N2 excess adsorption isotherm at 77 K in the carbon model with an 85.5 Å cubic edge (Section ) predicted by PoLA and computed by GCMC.
A further test of transferability was performed with models #38–#41, which were prepared with a completely different procedure and present a different morphology (as evidenced in Figure and in the pictures reported in the SI). Also in this case, the RF algorithm was trained with the 36 models of the reference set and used to predict the isotherms, with the results shown in Figure: the agreement is again very satisfactory, confirming the reliability and the robustness of the correlation between PoLA volume distributions and N_2_ adsorption at 77 K.
N2 excess adsorption isotherm at 77 K in carbon models taken from ref , predicted by PoLA and computed by GCMC.
Even more interesting is the chance to correlate the porous volume distribution with the adsorption of other gases too, by training the ML algorithm with the suitable isotherms, with the aim to predict the performance of porous carbons toward different gases once their PVD has been deduced from the measured N_2_ adsorption isotherm, as will be described in a further work.

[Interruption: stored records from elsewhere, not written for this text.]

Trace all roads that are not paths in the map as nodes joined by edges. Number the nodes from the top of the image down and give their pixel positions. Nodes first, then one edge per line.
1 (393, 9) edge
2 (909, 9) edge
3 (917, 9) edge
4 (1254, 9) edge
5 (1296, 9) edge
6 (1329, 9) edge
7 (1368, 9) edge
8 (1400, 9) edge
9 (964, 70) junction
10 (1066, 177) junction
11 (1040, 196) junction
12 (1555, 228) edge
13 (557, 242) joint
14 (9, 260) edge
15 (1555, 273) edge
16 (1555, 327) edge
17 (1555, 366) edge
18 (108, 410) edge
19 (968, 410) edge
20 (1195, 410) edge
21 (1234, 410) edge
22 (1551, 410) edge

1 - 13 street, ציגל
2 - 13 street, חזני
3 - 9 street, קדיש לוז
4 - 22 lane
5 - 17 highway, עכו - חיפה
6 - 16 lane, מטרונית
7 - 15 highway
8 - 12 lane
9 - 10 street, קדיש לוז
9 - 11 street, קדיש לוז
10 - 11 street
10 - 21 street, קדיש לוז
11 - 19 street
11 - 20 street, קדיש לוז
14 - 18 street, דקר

As noted in Section, we used cumulative volumes scaled by the total volume as features in all of the regressions reported above (this means that each predicted isotherm was multiplied by the sample porous volume, as noted above). The other possible choices (PVD scaled by total volumes or unscaled PVD or cumulative volumes) provided larger mean and absolute errors when the predicted isotherms were compared to the reference values: the details are reported in the SI.
Conclusions
5
We presented an innovative procedure to characterize the inner void in nanoporous solids. The procedure, called Porosity Local Analysis (PoLA), is not based on predefined pores of regular shape, unlike other approaches largely adopted to describe porous solids: instead, PoLA considers each point inside the void and assigns the local (micro, meso, or macro) porosity according to the minimum distance from the material walls.
This method is, in our opinion, particularly suited to characterize amorphous systems like porous carbons: the porosity is classified according to the interaction potential that an adsorbate molecule would feel in each point, depending on the shortest distance from opposite walls. We expect that the resulting porous volume distribution will be strongly correlated to the adsorption isotherms.

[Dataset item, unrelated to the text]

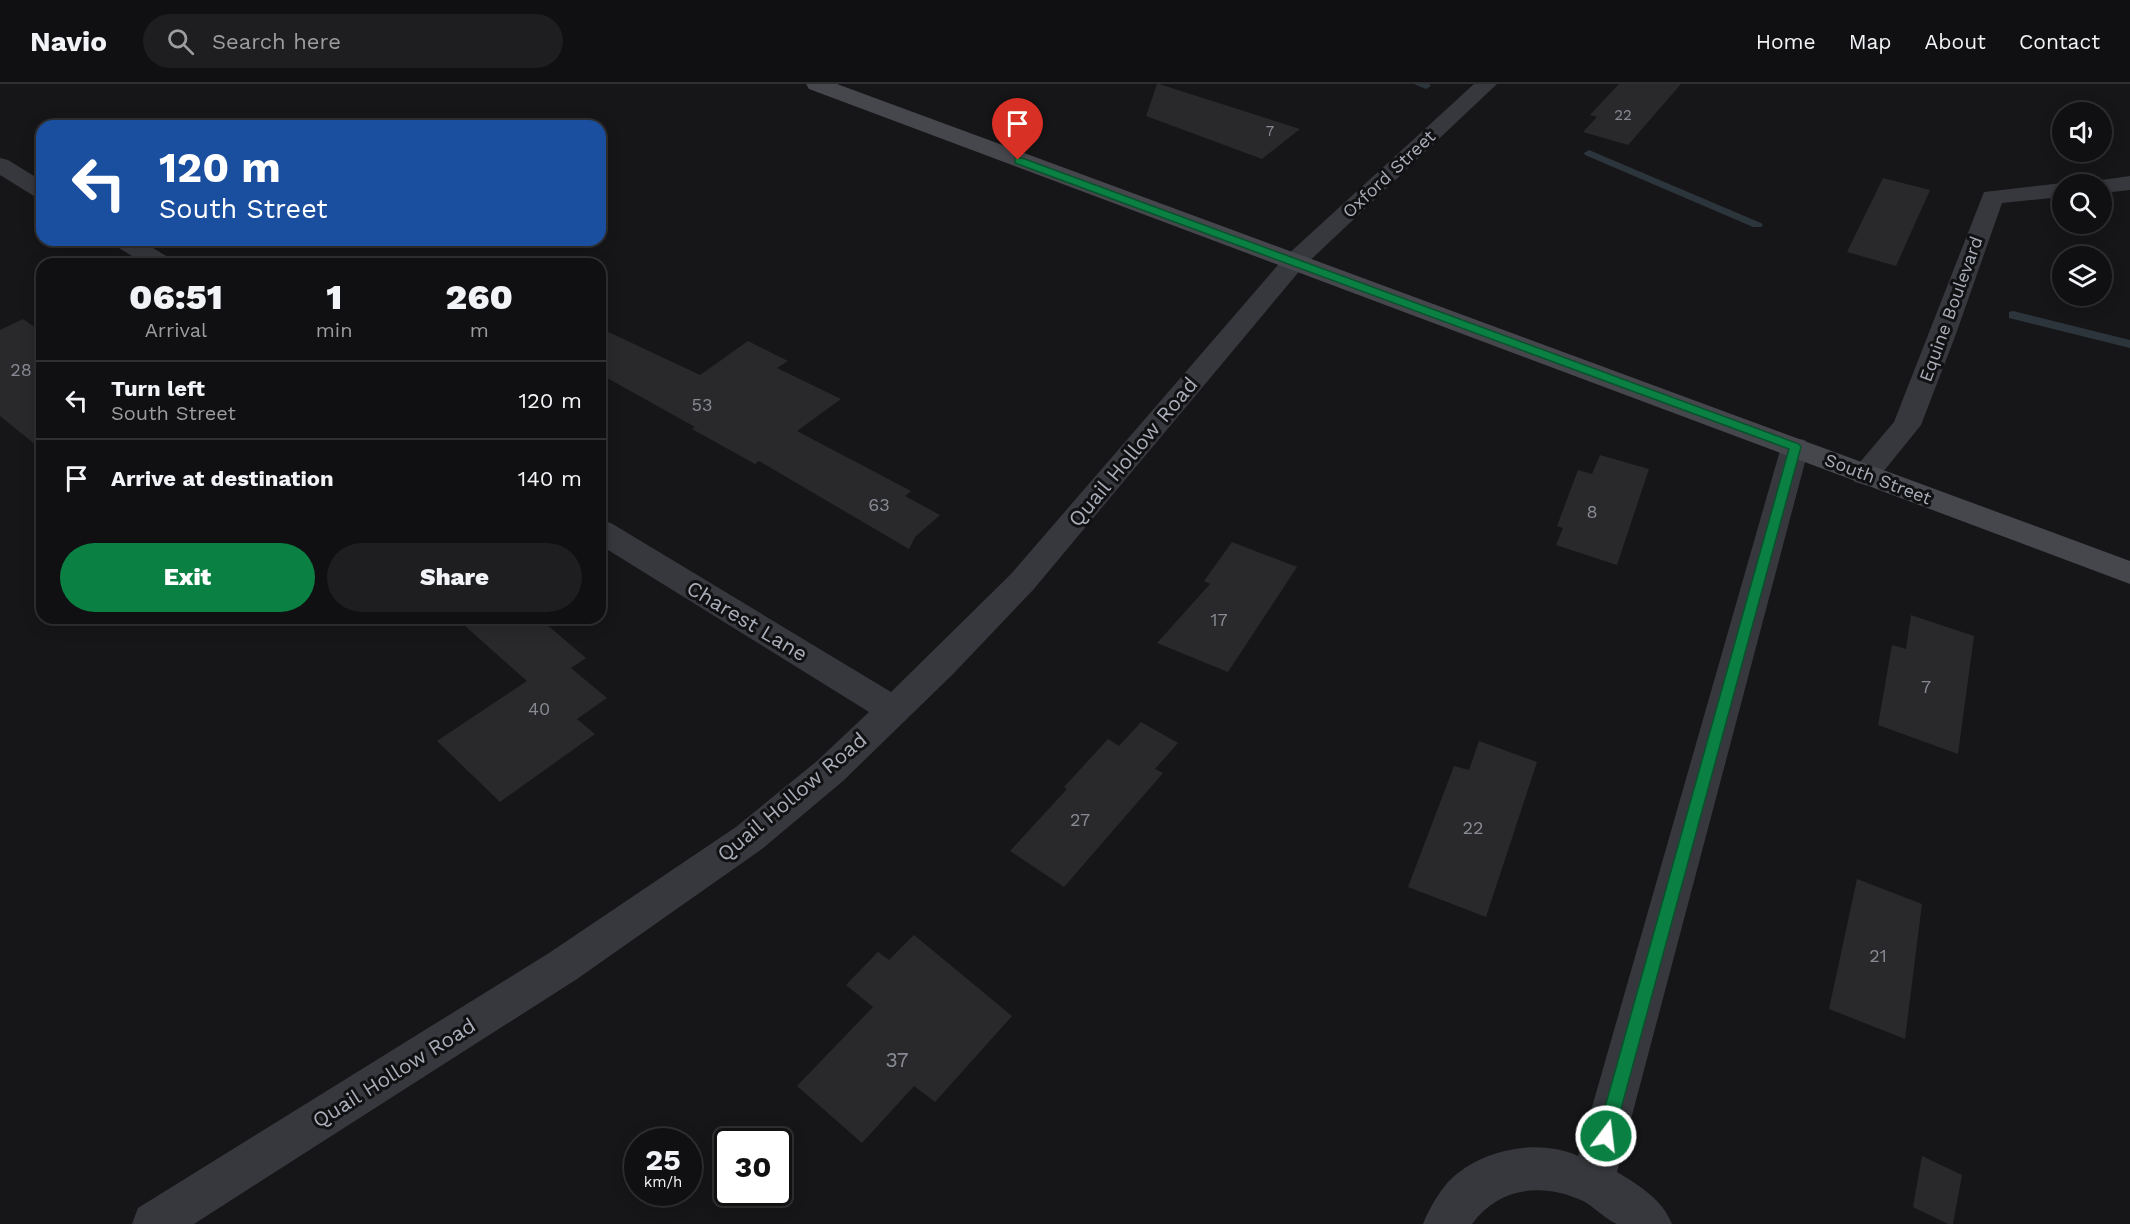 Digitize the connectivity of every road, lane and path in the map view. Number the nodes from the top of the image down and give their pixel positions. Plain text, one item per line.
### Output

This point has been tested by preparing a large number of carbon models, computing their N_2_ adsorption isotherms by the GCMC method, and using a random forest machine learning algorithm to correlate the isotherms to the porous volume distributions provided by PoLA. An excellent correlation was found, proving that N_2_ adsorption isotherms in the model set can be effectively predicted by the RF algorithm on the basis of PoLA porous volumes; the same regression parameters could predict the N_2_ isotherms in a model with a much larger unit cell (model #37) and in some models prepared with a different procedure and with different morphologies (models #38–#41).
On this basis, we believe that PoLA can lead to a substantial improvement in the design and characterization of effective adsorbents, in particular, amorphous porous carbons.